#### [TASK TO CARRY OUT]
Your answer must be every record below, written out exactly as it appears.

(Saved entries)

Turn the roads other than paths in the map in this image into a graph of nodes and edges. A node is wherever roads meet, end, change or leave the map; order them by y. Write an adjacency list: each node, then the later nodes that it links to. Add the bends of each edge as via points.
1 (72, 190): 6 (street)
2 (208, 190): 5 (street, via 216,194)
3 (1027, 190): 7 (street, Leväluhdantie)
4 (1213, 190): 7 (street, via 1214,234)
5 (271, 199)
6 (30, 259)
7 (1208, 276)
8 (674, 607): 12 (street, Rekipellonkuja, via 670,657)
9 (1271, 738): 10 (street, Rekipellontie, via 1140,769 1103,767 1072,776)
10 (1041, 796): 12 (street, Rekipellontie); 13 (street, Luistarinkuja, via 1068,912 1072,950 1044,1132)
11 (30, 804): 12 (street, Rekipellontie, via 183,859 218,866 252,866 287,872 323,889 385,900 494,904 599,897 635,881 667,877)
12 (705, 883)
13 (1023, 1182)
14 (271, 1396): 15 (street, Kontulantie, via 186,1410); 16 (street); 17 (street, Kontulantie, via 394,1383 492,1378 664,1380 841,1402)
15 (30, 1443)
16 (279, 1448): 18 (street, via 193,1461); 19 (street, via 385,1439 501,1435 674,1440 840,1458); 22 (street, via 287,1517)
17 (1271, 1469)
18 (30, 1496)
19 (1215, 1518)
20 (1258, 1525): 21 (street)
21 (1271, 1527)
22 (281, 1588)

#### [RESULT FOR THIS EXERCISE]
Turn the roads other than paths in the map in this image into a graph of nodes and edges. A node is wherever roads meet, end, change or leave the map; order them by y. Write an adjacency list: each node, then the later nodes that it links to. Add the bends of each edge as via points.
1 (72, 190): 6 (street)
2 (208, 190): 5 (street, via 216,194)
3 (1027, 190): 7 (street, Leväluhdantie)
4 (1213, 190): 7 (street, via 1214,234)
5 (271, 199)
6 (30, 259)
7 (1208, 276)
8 (674, 607): 12 (street, Rekipellonkuja, via 670,657)
9 (1271, 738): 10 (street, Rekipellontie, via 1140,769 1103,767 1072,776)
10 (1041, 796): 12 (street, Rekipellontie); 13 (street, Luistarinkuja, via 1068,912 1072,950 1044,1132)
11 (30, 804): 12 (street, Rekipellontie, via 183,859 218,866 252,866 287,872 323,889 385,900 494,904 599,897 635,881 667,877)
12 (705, 883)
13 (1023, 1182)
14 (271, 1396): 15 (street, Kontulantie, via 186,1410); 16 (street); 17 (street, Kontulantie, via 394,1383 492,1378 664,1380 841,1402)
15 (30, 1443)
16 (279, 1448): 18 (street, via 193,1461); 19 (street, via 385,1439 501,1435 674,1440 840,1458); 22 (street, via 287,1517)
17 (1271, 1469)
18 (30, 1496)
19 (1215, 1518)
20 (1258, 1525): 21 (street)
21 (1271, 1527)
22 (281, 1588)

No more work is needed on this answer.